When symptoms begin to manifest, they may resemble flu-like symptoms, with fever, headache, chills, and body aches all being early signs. Infected individuals often develop a non-itchy rash that appears across the person's face, arms, legs, hands, and feet. Other less common signs of the disease during the initial few days include jaundice, severe nausea, abdominal pain, pink eye, throat irritation, sores appearing inside the mouth, and profuse watery diarrhea. These symptoms occur as immune responses to the virus and also due to the virus invading and destroying cells from within.
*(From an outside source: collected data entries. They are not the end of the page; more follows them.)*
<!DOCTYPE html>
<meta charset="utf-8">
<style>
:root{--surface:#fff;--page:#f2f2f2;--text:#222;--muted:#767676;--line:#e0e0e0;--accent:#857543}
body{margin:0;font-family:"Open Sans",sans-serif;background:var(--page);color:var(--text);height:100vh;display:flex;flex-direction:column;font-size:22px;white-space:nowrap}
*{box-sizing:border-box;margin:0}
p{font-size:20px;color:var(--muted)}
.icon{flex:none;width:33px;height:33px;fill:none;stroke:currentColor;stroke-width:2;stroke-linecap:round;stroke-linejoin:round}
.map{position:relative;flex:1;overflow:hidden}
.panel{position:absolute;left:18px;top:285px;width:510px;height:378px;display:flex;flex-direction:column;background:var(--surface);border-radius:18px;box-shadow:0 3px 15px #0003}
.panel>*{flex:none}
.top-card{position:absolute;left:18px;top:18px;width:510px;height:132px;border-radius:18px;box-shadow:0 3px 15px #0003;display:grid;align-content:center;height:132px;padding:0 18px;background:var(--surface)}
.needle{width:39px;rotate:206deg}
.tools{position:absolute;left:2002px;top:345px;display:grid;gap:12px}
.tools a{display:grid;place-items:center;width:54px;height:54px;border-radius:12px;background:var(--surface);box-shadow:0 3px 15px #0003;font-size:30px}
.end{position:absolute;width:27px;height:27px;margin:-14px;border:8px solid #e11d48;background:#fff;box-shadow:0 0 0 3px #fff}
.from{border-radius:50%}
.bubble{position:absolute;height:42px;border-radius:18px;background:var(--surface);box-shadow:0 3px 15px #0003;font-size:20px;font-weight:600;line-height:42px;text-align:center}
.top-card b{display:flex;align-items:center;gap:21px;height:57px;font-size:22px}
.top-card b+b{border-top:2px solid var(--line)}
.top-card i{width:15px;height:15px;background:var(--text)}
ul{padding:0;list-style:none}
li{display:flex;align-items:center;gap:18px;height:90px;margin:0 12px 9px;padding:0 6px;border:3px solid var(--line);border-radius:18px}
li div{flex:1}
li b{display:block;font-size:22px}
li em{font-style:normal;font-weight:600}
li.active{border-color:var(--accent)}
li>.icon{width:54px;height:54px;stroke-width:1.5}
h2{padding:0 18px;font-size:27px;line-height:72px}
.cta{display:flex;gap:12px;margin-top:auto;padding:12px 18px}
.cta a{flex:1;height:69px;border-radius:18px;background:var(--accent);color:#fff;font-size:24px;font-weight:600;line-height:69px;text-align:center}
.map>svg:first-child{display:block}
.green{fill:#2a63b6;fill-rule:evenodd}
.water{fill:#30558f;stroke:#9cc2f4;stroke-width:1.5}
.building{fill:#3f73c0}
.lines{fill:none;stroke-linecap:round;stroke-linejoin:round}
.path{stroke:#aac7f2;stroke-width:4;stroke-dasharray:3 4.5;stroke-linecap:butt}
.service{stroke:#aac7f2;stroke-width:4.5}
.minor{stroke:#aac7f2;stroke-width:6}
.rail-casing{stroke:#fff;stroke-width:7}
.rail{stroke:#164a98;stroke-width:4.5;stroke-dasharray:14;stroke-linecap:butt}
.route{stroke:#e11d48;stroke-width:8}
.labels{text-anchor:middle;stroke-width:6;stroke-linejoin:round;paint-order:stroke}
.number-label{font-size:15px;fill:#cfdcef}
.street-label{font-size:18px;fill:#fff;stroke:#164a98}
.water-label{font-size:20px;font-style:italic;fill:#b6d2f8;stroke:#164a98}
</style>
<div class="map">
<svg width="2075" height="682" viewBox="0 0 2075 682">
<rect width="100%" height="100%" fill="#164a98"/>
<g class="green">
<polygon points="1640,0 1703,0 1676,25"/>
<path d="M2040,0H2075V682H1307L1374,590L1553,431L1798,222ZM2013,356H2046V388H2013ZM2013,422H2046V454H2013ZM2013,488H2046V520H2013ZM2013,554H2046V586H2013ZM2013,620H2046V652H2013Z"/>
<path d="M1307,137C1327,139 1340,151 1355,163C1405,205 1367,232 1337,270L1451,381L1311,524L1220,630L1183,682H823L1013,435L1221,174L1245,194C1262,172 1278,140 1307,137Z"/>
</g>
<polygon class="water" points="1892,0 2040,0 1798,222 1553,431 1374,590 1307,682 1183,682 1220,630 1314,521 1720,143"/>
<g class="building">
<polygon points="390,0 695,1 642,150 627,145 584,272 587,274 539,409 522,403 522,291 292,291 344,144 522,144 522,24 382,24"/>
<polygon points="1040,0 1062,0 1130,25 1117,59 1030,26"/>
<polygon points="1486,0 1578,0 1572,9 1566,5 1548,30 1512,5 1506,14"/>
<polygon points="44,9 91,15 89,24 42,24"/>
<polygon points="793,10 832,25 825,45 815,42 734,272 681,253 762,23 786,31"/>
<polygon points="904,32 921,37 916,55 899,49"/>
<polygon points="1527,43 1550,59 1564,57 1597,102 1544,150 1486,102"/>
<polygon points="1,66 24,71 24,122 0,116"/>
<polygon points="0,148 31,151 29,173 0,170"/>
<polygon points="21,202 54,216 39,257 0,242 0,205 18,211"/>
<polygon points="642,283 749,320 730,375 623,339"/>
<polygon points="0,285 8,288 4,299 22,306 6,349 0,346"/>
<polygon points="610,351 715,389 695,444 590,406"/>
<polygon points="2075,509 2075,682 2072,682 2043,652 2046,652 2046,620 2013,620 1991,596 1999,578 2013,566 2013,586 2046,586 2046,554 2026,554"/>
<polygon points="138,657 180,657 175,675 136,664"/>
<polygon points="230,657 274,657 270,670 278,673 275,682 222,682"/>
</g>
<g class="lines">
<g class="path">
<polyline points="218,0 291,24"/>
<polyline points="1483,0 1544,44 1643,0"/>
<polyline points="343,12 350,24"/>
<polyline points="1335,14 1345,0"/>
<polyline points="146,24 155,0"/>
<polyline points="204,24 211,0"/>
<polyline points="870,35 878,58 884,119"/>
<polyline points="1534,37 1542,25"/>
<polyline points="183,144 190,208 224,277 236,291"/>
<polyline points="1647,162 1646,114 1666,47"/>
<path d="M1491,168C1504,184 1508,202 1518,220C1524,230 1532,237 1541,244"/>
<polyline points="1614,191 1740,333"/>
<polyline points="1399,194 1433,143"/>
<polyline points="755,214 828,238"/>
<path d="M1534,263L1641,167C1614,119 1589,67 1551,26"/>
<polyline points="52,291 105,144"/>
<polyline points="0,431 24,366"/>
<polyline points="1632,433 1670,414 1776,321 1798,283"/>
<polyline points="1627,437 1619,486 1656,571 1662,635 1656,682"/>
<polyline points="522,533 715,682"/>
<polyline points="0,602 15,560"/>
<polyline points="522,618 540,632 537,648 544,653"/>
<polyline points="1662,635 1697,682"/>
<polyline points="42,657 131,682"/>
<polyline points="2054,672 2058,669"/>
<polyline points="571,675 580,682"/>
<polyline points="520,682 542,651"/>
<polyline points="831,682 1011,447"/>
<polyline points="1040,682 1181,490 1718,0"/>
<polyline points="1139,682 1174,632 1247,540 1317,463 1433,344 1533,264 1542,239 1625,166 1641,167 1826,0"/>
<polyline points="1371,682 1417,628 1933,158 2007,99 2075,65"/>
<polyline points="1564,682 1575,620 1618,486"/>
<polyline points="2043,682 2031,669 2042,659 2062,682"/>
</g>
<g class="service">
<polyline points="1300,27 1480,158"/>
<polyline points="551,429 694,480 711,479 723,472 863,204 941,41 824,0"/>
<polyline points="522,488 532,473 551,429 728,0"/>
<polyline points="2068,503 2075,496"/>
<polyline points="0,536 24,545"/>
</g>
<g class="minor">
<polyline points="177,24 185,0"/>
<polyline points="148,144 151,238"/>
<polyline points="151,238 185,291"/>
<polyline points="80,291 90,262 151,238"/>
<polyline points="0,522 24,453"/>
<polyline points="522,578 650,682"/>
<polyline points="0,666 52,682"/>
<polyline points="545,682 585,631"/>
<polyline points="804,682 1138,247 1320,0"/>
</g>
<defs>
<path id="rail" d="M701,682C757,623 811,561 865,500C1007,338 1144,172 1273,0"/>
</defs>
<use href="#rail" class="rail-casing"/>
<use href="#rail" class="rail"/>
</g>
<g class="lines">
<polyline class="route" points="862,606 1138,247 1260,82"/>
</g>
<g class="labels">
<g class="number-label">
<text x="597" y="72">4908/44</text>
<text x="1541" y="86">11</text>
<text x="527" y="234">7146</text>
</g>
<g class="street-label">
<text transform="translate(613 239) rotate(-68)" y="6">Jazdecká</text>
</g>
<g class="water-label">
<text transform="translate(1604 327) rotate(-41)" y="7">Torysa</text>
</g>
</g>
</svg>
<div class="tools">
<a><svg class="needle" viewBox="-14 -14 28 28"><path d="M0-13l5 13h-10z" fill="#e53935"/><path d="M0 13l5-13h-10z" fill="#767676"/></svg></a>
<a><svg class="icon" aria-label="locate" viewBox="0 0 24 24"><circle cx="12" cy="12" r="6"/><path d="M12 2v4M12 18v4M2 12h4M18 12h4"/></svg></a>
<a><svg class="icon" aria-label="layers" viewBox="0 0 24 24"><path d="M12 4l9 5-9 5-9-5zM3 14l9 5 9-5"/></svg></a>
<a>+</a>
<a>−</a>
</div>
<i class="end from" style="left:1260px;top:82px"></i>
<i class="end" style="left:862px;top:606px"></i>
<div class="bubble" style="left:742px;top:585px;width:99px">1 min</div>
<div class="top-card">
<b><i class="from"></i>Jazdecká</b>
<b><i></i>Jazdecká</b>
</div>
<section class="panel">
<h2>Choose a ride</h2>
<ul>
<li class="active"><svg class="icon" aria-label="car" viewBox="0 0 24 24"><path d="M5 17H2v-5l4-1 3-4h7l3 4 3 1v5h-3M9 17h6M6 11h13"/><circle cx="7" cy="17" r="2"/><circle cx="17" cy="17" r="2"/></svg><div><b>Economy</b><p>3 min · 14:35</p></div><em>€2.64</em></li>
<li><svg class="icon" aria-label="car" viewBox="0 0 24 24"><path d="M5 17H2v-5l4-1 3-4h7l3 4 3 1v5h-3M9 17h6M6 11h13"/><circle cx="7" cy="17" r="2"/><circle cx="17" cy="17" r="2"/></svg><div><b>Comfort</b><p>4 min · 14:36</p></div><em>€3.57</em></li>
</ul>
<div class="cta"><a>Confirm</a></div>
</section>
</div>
Typically, on around the fifth day, the disease progresses to what doctors describe as the "early organ phase." During this phase, the patient may begin to suffer from bleeding from their eyes, inflammation throughout the body, and visible swelling, usually around the legs, ankles, and feet. Patients in this stage are described as appearing ghost-like, with deep-set eyes, expressionless faces, and extreme lethargy.

Internal bleeding can cause skin discoloration, vomiting blood, dark and colored stool, pooling of blood in the lungs and stomach, and bleeding gums. Fever remains high during this period, with some individuals reporting neurological symptoms such as brain swelling, delirium, confusion, irritability, and aggression. Patients often die within 8 to 9 days from the onset of initial symptoms, according to the World Health Organization, with a mortality rate of 90% among patients. Organ failure occurs when the virus destroys the cells that allow it to function. If the individual survives, they may enter the late organ phase, suffering from dementia, possibly entering a coma, and experiencing permanent brain and organ damage.